While my ‘cream’ bubbled quietly in the background I whipped the remaining 200ml of evaporated milk with 25g of caster sugar (12.5% of my weekly sugar ration, that) and a teaspoon of, er, vanilla essence. I did have a quick Google as to the availability of vanilla essence in 1949 and as far as I could see it seems the jury’s out on whether it would have been present in many households. Certainly it wasn’t as commonplace as it is today. Let’s assume I got it on the black market, but don’t tell anyone.
Once the evaporated milk was whipped and foamy I folded in the ‘cream’ (still suspicious), poured it into a container and froze it – the recipe assured me it would not need mixing during freezing, so I was free to get on with some other post war things, like listening to the wireless. My husband and daughter – somewhat pointedly, I felt – instead chose these spare hours to make numerous trips to the freezer for Magnums and Fruit Pastille lollies.
After half a day the ice cream was done. And it looked good! It was pretty soft to scoop and I noticed that it seemed to have separated into two layers – a fluffy white layer on top that was soft and a yellowish harder layer underneath that was more icy.
In terms of taste we were all really surprised. It was delicious! I wouldn’t say it felt like a traditional ice cream – the frothy white layer ended up turning to a mousse after only a few minutes out of the freezer and it wasn’t as sweet as modern day ice cream (which isn’t a bad thing necessarily.) Although it was less silky and had some ice crystals in it, it was somehow still very creamy and rich. I was also surprised at how strong the vanilla taste actually was given the small quantities of it, but it was unmistakable.
On a warm day in the garden my daughter had no complaints and finished a bowlful before demanding more.
“Hush sweetie,” I told her kindly. “I don’t love you enough to share my food or rations with you.

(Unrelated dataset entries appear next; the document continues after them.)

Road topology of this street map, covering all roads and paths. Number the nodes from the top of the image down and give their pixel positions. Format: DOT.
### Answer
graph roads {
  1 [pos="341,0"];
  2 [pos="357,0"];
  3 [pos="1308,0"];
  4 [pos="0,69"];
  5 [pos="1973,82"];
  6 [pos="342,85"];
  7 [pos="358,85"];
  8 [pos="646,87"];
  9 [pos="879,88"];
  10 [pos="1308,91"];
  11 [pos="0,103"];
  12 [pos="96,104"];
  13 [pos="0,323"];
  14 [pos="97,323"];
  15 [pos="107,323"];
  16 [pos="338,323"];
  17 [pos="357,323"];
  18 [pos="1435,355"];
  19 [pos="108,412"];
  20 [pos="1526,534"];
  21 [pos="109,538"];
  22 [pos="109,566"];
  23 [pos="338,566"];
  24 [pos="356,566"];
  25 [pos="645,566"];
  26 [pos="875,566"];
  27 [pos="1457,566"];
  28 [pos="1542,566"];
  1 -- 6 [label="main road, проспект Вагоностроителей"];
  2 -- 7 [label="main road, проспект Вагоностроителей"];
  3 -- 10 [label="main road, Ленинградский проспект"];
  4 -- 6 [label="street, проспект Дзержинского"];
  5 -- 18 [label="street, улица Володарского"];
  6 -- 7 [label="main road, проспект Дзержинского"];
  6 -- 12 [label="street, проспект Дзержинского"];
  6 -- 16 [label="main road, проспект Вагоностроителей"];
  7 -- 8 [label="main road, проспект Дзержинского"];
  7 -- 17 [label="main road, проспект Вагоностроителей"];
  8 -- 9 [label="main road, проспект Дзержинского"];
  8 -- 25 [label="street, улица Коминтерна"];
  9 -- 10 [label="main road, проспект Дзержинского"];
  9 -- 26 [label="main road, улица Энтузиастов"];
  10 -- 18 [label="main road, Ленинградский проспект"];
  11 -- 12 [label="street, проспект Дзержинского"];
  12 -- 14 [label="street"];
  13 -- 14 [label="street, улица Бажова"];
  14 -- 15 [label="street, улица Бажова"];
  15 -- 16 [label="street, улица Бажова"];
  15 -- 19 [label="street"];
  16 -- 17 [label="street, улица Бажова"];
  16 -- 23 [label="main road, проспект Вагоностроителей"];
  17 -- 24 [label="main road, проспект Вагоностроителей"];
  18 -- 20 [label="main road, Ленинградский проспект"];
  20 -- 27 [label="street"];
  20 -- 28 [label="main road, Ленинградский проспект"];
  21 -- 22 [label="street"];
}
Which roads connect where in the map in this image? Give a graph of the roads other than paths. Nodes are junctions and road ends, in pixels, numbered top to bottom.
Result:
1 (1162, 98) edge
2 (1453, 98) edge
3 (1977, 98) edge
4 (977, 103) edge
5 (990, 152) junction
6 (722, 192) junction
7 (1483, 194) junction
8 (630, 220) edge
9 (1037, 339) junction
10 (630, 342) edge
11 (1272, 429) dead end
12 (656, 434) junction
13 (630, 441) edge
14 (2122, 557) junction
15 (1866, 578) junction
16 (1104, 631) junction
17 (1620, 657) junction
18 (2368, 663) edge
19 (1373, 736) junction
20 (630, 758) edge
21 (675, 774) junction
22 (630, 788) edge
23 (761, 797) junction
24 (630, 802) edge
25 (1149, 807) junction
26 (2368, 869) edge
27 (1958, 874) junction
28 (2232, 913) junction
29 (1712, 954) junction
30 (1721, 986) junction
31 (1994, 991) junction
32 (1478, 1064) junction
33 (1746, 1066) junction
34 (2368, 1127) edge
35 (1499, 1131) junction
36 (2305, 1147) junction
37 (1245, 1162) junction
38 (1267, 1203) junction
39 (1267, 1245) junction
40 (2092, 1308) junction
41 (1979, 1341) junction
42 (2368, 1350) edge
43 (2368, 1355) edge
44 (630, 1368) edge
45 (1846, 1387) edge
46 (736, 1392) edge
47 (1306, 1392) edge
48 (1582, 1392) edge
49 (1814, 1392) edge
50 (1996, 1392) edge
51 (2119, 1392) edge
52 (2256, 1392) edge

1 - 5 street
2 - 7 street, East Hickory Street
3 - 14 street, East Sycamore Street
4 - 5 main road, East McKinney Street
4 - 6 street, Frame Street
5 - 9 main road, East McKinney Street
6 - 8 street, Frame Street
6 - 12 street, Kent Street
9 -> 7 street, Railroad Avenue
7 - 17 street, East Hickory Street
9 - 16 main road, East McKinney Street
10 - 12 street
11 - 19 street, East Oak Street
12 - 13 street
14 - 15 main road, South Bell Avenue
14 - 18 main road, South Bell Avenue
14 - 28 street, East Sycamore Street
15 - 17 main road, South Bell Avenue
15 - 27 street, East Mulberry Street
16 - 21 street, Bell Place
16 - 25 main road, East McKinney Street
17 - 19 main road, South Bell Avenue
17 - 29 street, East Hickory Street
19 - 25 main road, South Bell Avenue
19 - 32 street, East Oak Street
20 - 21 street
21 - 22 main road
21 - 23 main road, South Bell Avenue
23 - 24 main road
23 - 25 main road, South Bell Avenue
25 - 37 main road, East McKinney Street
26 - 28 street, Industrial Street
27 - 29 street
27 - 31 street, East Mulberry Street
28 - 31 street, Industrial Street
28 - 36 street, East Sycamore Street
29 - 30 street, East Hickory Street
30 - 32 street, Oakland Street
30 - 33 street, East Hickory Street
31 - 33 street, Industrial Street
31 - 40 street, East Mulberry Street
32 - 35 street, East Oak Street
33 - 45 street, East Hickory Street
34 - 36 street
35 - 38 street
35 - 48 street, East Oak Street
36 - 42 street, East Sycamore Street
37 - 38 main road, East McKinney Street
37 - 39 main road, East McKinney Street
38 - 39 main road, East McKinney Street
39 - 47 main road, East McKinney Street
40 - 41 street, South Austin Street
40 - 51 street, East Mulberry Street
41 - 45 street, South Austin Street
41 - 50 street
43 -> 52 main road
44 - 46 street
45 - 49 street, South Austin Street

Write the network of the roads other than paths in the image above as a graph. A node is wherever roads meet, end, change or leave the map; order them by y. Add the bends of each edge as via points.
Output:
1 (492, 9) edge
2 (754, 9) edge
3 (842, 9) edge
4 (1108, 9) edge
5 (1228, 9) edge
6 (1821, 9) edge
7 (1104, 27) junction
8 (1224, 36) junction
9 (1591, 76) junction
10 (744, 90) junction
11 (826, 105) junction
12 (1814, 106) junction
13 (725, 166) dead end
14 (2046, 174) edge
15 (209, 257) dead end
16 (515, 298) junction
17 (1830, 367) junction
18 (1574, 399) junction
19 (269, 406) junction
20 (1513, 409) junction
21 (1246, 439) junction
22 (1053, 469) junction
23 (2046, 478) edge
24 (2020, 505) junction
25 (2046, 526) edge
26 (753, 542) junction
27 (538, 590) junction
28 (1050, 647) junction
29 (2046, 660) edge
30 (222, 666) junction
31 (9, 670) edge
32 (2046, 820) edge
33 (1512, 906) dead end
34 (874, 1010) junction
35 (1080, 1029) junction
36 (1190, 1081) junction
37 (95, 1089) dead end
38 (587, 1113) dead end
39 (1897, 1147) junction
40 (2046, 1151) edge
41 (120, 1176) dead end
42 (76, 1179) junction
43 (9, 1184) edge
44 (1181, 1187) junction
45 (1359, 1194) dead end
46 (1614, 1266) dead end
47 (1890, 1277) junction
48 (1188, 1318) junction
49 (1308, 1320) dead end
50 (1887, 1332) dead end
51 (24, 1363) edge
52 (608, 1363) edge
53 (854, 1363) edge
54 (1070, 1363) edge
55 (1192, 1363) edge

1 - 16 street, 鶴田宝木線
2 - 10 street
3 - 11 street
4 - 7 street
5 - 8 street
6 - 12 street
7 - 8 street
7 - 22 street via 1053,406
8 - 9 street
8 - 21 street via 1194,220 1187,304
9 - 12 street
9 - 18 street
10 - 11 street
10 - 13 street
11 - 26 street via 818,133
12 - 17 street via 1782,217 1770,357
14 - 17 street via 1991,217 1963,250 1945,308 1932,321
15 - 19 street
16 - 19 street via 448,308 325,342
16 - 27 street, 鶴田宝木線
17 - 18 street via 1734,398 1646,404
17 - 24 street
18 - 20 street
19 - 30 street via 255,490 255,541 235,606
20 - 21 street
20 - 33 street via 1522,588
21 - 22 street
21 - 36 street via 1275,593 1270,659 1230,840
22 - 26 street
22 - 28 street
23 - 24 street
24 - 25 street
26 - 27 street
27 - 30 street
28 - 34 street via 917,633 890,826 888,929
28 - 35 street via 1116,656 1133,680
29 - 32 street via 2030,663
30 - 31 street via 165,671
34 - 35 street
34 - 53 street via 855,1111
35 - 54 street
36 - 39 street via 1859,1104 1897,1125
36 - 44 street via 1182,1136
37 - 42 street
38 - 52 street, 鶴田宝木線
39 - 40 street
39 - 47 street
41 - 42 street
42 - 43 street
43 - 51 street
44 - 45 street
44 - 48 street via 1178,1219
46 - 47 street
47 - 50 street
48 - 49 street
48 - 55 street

You’ll just have to wait until next week.”
Vanilla Ice Cream
For the ‘cream’:
150ml whole milk
For the ice cream:
‘Cream’ as above
400g evaporated milk
1 teaspoon vanilla essence
50g caster sugar
- Melt the butter and milk for the ‘cream’ in a saucepan until just warm but not simmering.
- Pour ‘cream’ mixture into a blender and combine for several minutes until there are no bits of butter floating on the surface and the mixture is a creamy colour, slightly thicker and fully combined.
- Whip the evaporated milk with the caster sugar in a bowl until foamy. It should be like soft peak meringue.
- Add the vanilla.
- Pour the mixture into a freezable container and freeze for several hours until set.